→ WHAT TO DO:
Scan the entries below for the word "nodes". Copy each line that has it.

→ EXCERPTED RECORDS:

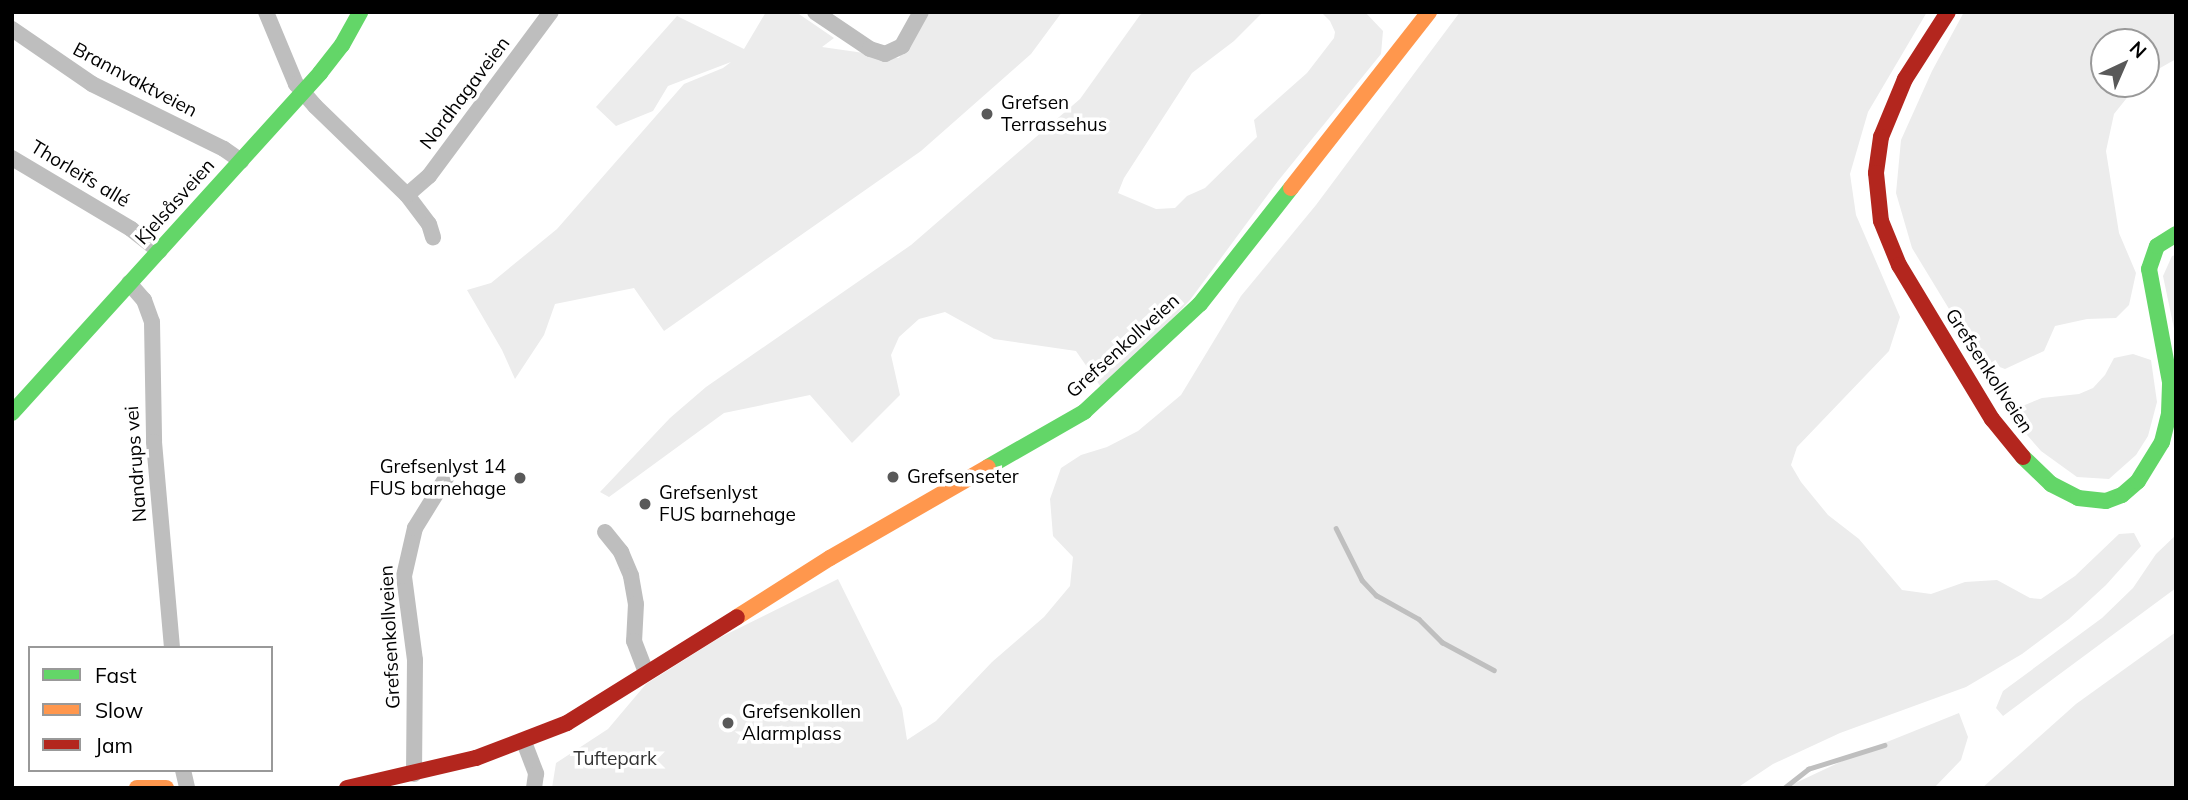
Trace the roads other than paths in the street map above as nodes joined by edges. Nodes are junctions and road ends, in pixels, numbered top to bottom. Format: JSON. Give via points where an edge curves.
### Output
{"nodes":[{"id":1,"x":266,"y":12,"type":"edge"},
{"id":2,"x":360,"y":12,"type":"edge"},
{"id":3,"x":551,"y":12,"type":"edge"},
{"id":4,"x":815,"y":12,"type":"edge"},
{"id":5,"x":920,"y":12,"type":"edge"},
{"id":6,"x":1429,"y":12,"type":"edge"},
{"id":7,"x":1948,"y":12,"type":"edge"},
{"id":8,"x":12,"y":29,"type":"edge"},
{"id":9,"x":303,"y":93,"type":"junction"},
{"id":10,"x":12,"y":158,"type":"edge"},
{"id":11,"x":241,"y":161,"type":"junction"},
{"id":12,"x":407,"y":195,"type":"junction"},
{"id":13,"x":2176,"y":234,"type":"edge"},
{"id":14,"x":433,"y":237,"type":"dead end"},
{"id":15,"x":159,"y":251,"type":"junction"},
{"id":16,"x":129,"y":283,"type":"junction"},
{"id":17,"x":12,"y":412,"type":"edge"},
{"id":18,"x":452,"y":468,"type":"dead end"},
{"id":19,"x":605,"y":532,"type":"dead end"},
{"id":20,"x":172,"y":646,"type":"edge"},
{"id":21,"x":646,"y":672,"type":"junction"},
{"id":22,"x":524,"y":742,"type":"junction"},
{"id":23,"x":414,"y":774,"type":"junction"},
{"id":24,"x":137,"y":788,"type":"edge"},
{"id":25,"x":166,"y":788,"type":"edge"},
{"id":26,"x":347,"y":788,"type":"edge"},
{"id":27,"x":534,"y":788,"type":"edge"}],
"edges":[{"from":1,"to":9,"type":"street","via":[[292,78]]},
{"from":2,"to":9,"type":"street","name":"Kjelsåsveien","via":[[342,45]]},
{"from":3,"to":12,"type":"street","name":"Nordhagaveien","via":[[429,176]]},
{"from":4,"to":5,"type":"street","via":[[885,54],[902,46]]},
{"from":6,"to":21,"type":"street","name":"Grefsenkollveien","via":[[1200,304],[1090,407],[830,558]]},
{"from":7,"to":13,"type":"street","name":"Grefsenkollveien","via":[[1905,79],[1881,137],[1876,173],[1881,221],[1899,265],[1992,419],[2034,469],[2078,498],[2106,501],[2122,495],[2138,481],[2162,442],[2170,382],[2149,269],[2159,242]]},
{"from":8,"to":11,"type":"street","name":"Brannvaktveien","via":[[92,84]]},
{"from":9,"to":11,"type":"street","name":"Kjelsåsveien"},
{"from":9,"to":12,"type":"street"},
{"from":10,"to":15,"type":"street","name":"Thorleifs allé","via":[[131,229]]},
{"from":11,"to":15,"type":"street","name":"Kjelsåsveien"},
{"from":12,"to":14,"type":"street"},
{"from":15,"to":16,"type":"street","name":"Kjelsåsveien"},
{"from":16,"to":17,"type":"street","name":"Kjelsåsveien"},
{"from":16,"to":20,"type":"street","name":"Nandrups vei","via":[[144,300],[152,322],[154,442]]},
{"from":18,"to":23,"type":"street","name":"Grefsenkollveien","via":[[415,528],[404,576],[415,660]]},
{"from":19,"to":21,"type":"street","via":[[621,552],[631,576],[636,604],[634,641]]},
{"from":21,"to":22,"type":"street","name":"Grefsenkollveien","via":[[577,718]]},
{"from":22,"to":23,"type":"street","name":"Grefsenkollveien"},
{"from":22,"to":27,"type":"street","via":[[536,774]]},
{"from":23,"to":26,"type":"street","name":"Grefsenkollveien"},
{"from":24,"to":25,"type":"street"}]}
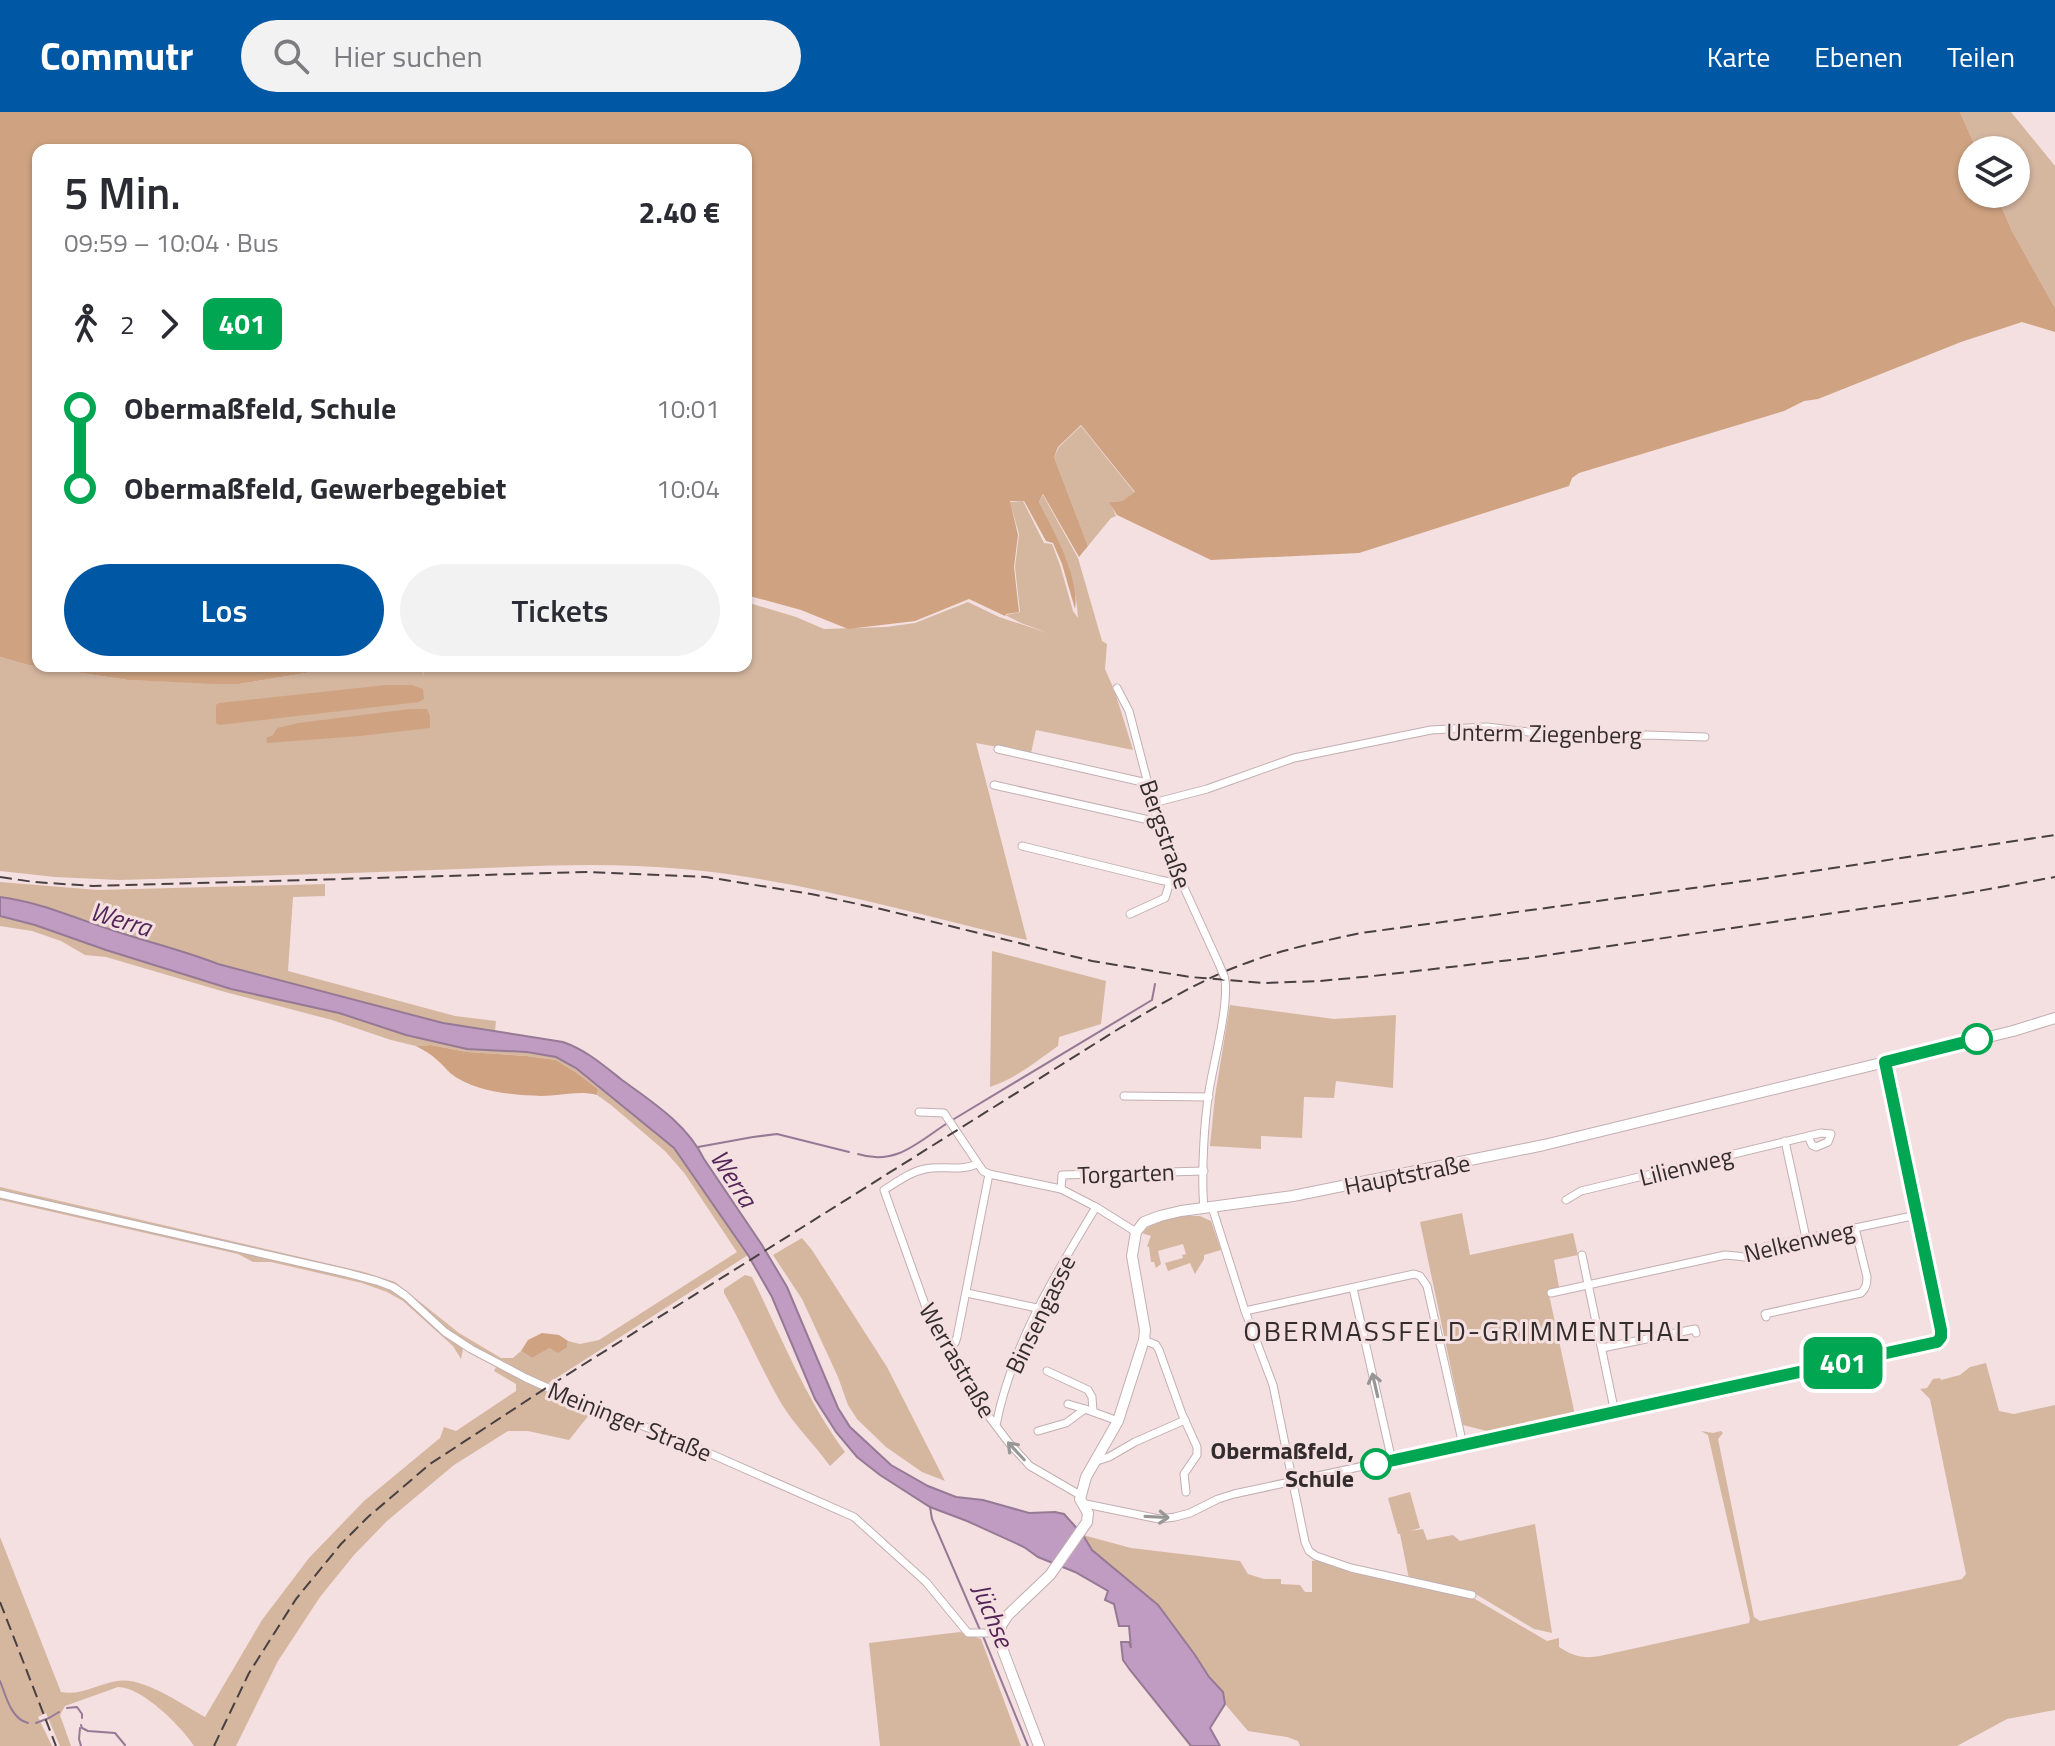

→ EXERCISE OUTPUT:
Trace the roads other than paths in the street map above as nodes joined by edges. Nodes are junctions and road ends, in pixels, numbered top to bottom. Format: JSON. Give via points where an edge curves.
{"nodes":[{"id":1,"x":266,"y":12,"type":"edge"},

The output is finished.